*** Opening PROVIDED ENTRIES ***

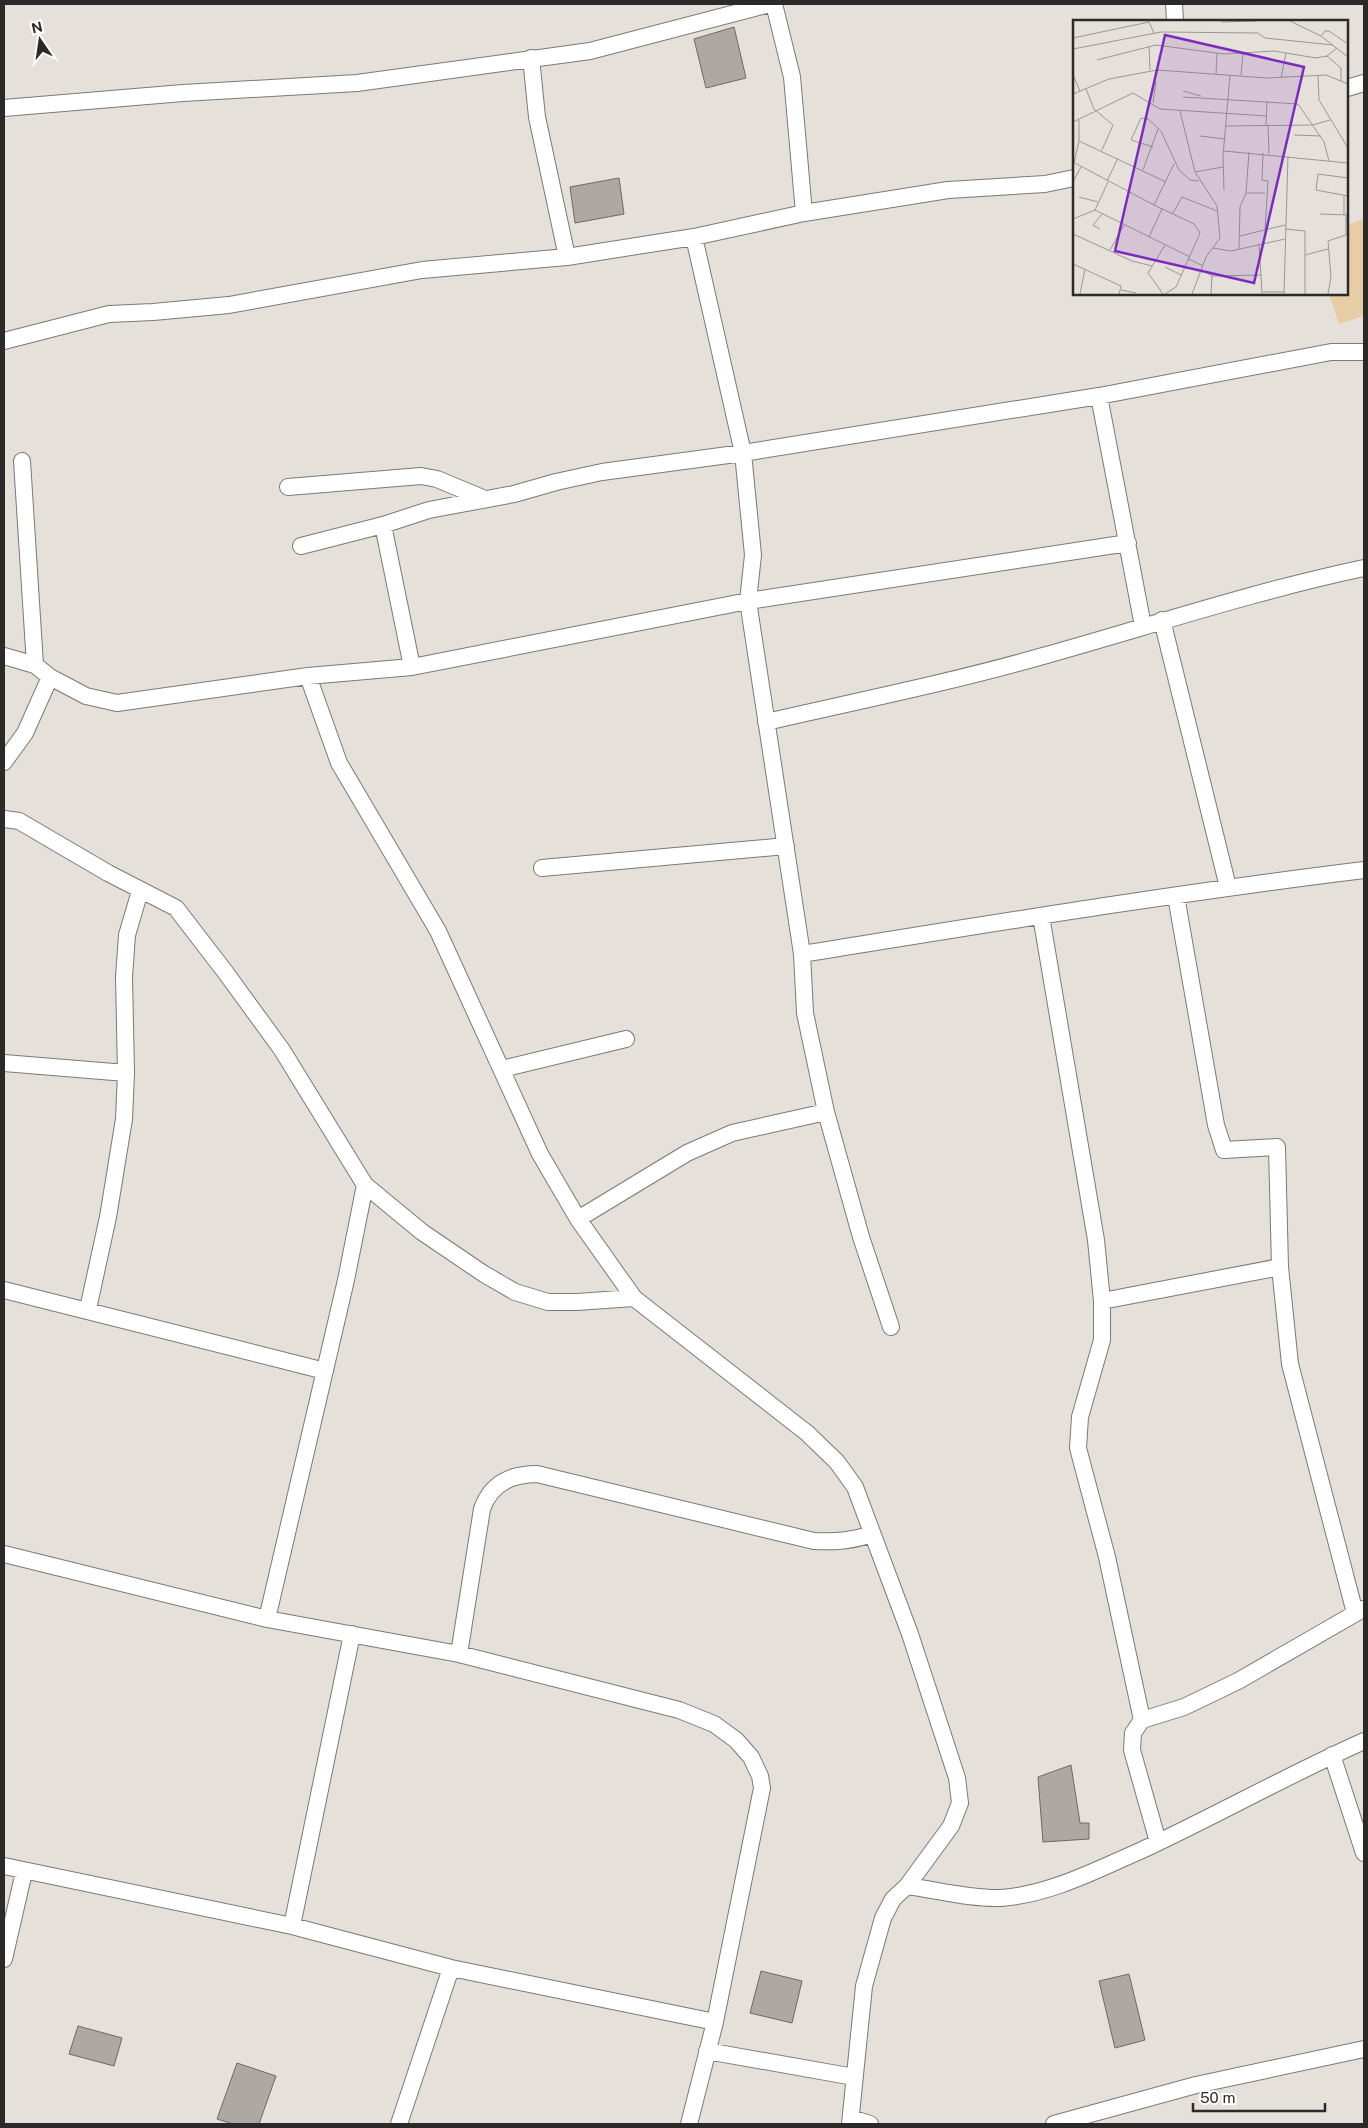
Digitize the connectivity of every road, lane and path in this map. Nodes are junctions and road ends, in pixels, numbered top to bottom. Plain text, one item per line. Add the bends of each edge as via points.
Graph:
1 (770, 4) edge
2 (774, 4) edge
3 (1174, 4) edge
4 (1175, 20) edge
5 (532, 58) junction
6 (1364, 83) edge
7 (1348, 88) edge
8 (4, 108) edge
9 (1073, 178) edge
10 (804, 213) junction
11 (694, 238) junction
12 (568, 257) junction
13 (4, 340) edge
14 (1364, 352) edge
15 (1099, 396) junction
16 (743, 453) junction
17 (22, 461) dead end
18 (288, 487) dead end
19 (485, 499) junction
20 (383, 525) junction
21 (1128, 543) junction
22 (302, 546) dead end
23 (1364, 568) edge
24 (748, 601) junction
25 (1162, 620) junction
26 (1143, 626) junction
27 (4, 656) edge
28 (35, 666) junction
29 (412, 667) junction
30 (50, 676) junction
31 (308, 676) junction
32 (766, 722) junction
33 (4, 762) edge
34 (4, 819) edge
35 (786, 846) junction
36 (542, 868) dead end
37 (1364, 870) edge
38 (1228, 886) junction
39 (140, 891) junction
40 (1176, 896) junction
41 (1041, 916) junction
42 (802, 954) junction
43 (626, 1039) dead end
44 (4, 1063) edge
45 (502, 1070) junction
46 (126, 1072) junction
47 (826, 1112) junction
48 (365, 1185) junction
49 (578, 1219) junction
50 (1280, 1267) junction
51 (4, 1290) edge
52 (634, 1298) junction
53 (1102, 1301) junction
54 (88, 1309) junction
55 (891, 1327) dead end
56 (325, 1371) junction
57 (872, 1534) junction
58 (4, 1554) edge
59 (1359, 1610) edge
60 (267, 1619) junction
61 (352, 1634) junction
62 (459, 1654) junction
63 (1142, 1720) junction
64 (1364, 1741) edge
65 (1332, 1755) junction
66 (1158, 1842) junction
67 (1364, 1854) edge
68 (4, 1866) edge
69 (24, 1872) junction
70 (906, 1886) junction
71 (292, 1926) junction
72 (4, 1959) edge
73 (451, 1968) junction
74 (715, 2022) junction
75 (1364, 2049) edge
76 (707, 2050) junction
77 (854, 2077) junction
78 (851, 2121) edge
79 (399, 2124) edge
80 (689, 2124) edge
81 (870, 2124) edge
82 (1054, 2124) edge

1 - 5 street via 590,51
2 - 10 street via 792,77
3 - 4 street
5 - 8 street via 357,83
5 - 12 street via 537,117
6 - 7 street
9 - 10 street via 1045,184 948,190
10 - 11 street
11 - 12 street
11 - 16 street
12 - 13 street via 422,270 228,304 109,314
14 - 15 street via 1331,352
15 - 16 street
15 - 21 street
16 - 19 street via 602,472
16 - 24 street via 753,554
17 - 28 street
18 - 19 street via 421,476 437,479
19 - 20 street via 429,510
20 - 22 street
20 - 29 street
21 - 24 street
21 - 26 street
23 - 25 street via 1310,579
24 - 29 street
24 - 32 street
25 - 26 street
25 - 38 street
26 - 32 street via 1002,668
27 - 28 street
28 - 30 street
29 - 31 street
30 - 31 street via 86,696 117,703
30 - 33 street via 25,734
31 - 45 street via 339,763 438,931
32 - 35 street
34 - 39 street via 19,822
35 - 36 street
35 - 42 street
37 - 38 street
38 - 40 street
39 - 46 street via 127,935 124,976
39 - 48 street via 176,908 226,973 282,1050
40 - 41 street
40 - 50 street via 1216,1125 1224,1150 1276,1147
41 - 42 street
41 - 53 street via 1096,1240
42 - 47 street via 805,1012
43 - 45 street
44 - 46 street
45 - 49 street via 540,1154
46 - 54 street via 124,1119 108,1217
47 - 49 street via 732,1133 687,1153
47 - 55 street via 855,1218
48 - 52 street via 422,1232 515,1292 548,1302
48 - 56 street
49 - 52 street
50 - 53 street
50 - 59 street via 1290,1364
51 - 54 street
52 - 57 street via 807,1433 837,1462 855,1488
53 - 63 street via 1102,1340 1080,1417 1078,1448 1107,1557
54 - 56 street
56 - 60 street
57 - 62 street via 840,1542 814,1541 537,1474 510,1478 490,1491 482,1509
57 - 70 street via 910,1634 957,1778 960,1803 951,1826
58 - 60 street
59 - 63 street via 1238,1681 1184,1707
60 - 61 street
61 - 62 street
61 - 71 street
62 - 74 street via 679,1710 714,1724 736,1740 751,1757 762,1788
63 - 66 street via 1133,1733 1132,1750
64 - 65 street
65 - 66 street
65 - 67 street
66 - 70 street via 1083,1876 1030,1893 1000,1898
68 - 69 street
69 - 71 street
69 - 72 street
70 - 77 street via 893,1899 883,1918 864,1986
71 - 73 street
73 - 74 street
73 - 79 street
74 - 76 street
75 - 82 street via 1196,2086
76 - 77 street
76 - 80 street
77 - 78 street
78 - 81 street

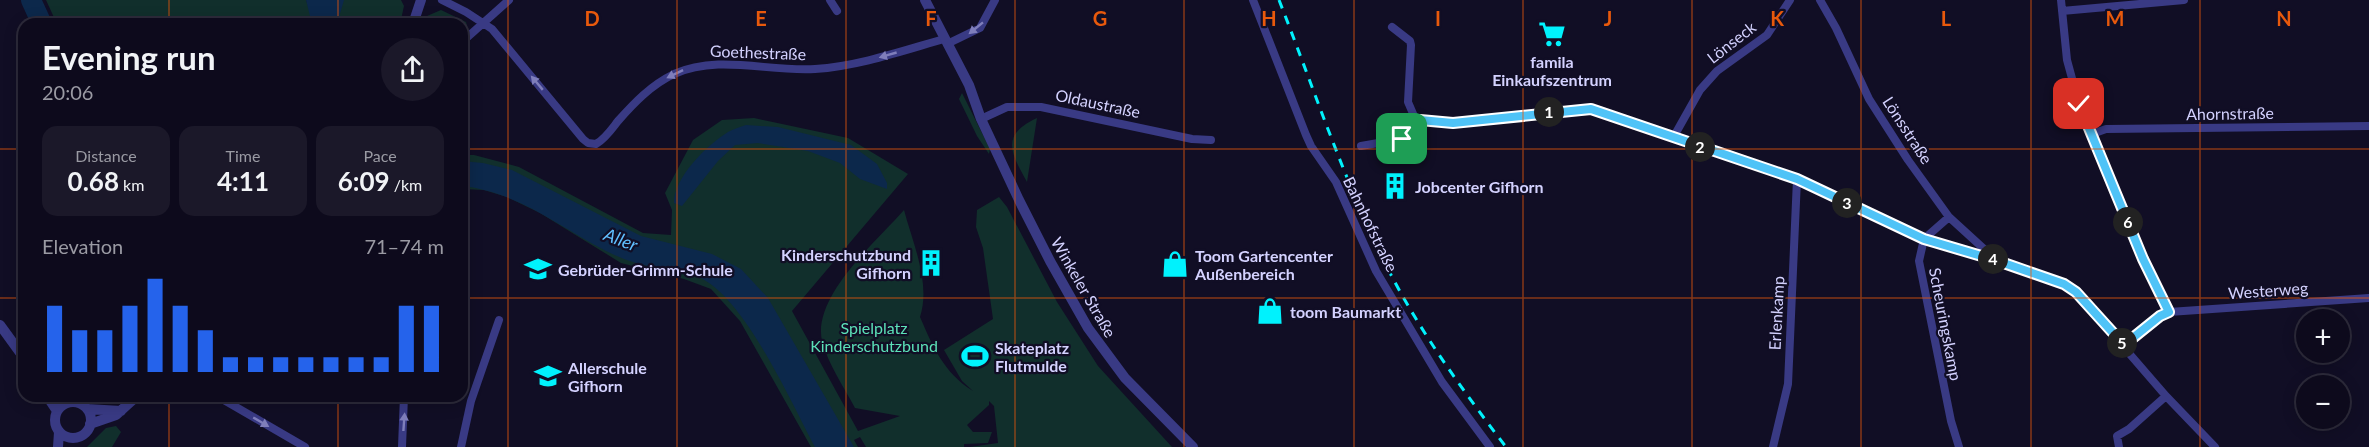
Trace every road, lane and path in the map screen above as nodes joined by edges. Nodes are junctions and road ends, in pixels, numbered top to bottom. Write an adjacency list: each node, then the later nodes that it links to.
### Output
1 (421, 0): 14 (street)
2 (442, 0): 15 (street, Goethestraße)
3 (509, 0): 15 (street)
4 (830, 0): 12 (street)
5 (925, 0): 18 (street)
6 (995, 0): 18 (street, one-way to 18)
7 (1253, 0): 54 (street, Bahnhofstraße)
8 (1790, 0): 23 (street, Lönseck)
9 (1820, 0): 27 (street, Lönsstraße)
10 (2061, 0): 13 (street)
11 (2184, 0): 13 (street)
12 (837, 11)
13 (2062, 11): 22 (street)
14 (415, 18)
15 (484, 22): 17 (street); 18 (street, Goethestraße, one-way to 15)
16 (1392, 27): 20 (street)
17 (468, 37)
18 (945, 41): 19 (street)
19 (981, 119): 24 (street, Oldaustraße); 53 (street, Winkeler Straße)
20 (1420, 120): 23 (street); 25 (street)
21 (2369, 126): 22 (street, Ahornstraße)
22 (2092, 134): 31 (street)
23 (1673, 138): 26 (street)
24 (1211, 140)
25 (1361, 146)
26 (1797, 179): 28 (street); 55 (street, Erlenkamp)
27 (1949, 217): 28 (street); 29 (street, Lönsstraße)
28 (1924, 239): 29 (street); 56 (street, Scheuringskamp)
29 (1995, 260): 34 (street)
30 (2369, 298): 31 (street, Westerweg)
31 (2169, 312): 34 (street)
32 (499, 320): 52 (street)
33 (0, 325): 35 (street)
34 (2124, 345): 36 (street)
35 (18, 350)
36 (2166, 396): 57 (street); 58 (street)
37 (51, 402): 44 (street)
38 (64, 402): 44 (street)
39 (75, 402): 43 (street)
40 (131, 402): 45 (street)
41 (227, 402): 50 (street, one-way to 50)
42 (404, 402): 51 (street, one-way to 42)
43 (87, 409): 45 (street); 46 (street)
44 (57, 411): 47 (street)
45 (121, 411): 46 (street)
46 (90, 424): 48 (street)
47 (59, 432): 48 (street); 49 (street)
48 (71, 443)
49 (58, 447)
50 (305, 447)
51 (402, 447)
52 (461, 447)
53 (1193, 447)
54 (1490, 447)
55 (1773, 447)
56 (1959, 447)
57 (2119, 447)
58 (2215, 447)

*** Closing PROVIDED ENTRIES ***

PROBLEM: Give the number of lines in the records above that contain "numbered", with no other words.

EXERCISE ANSWER: 2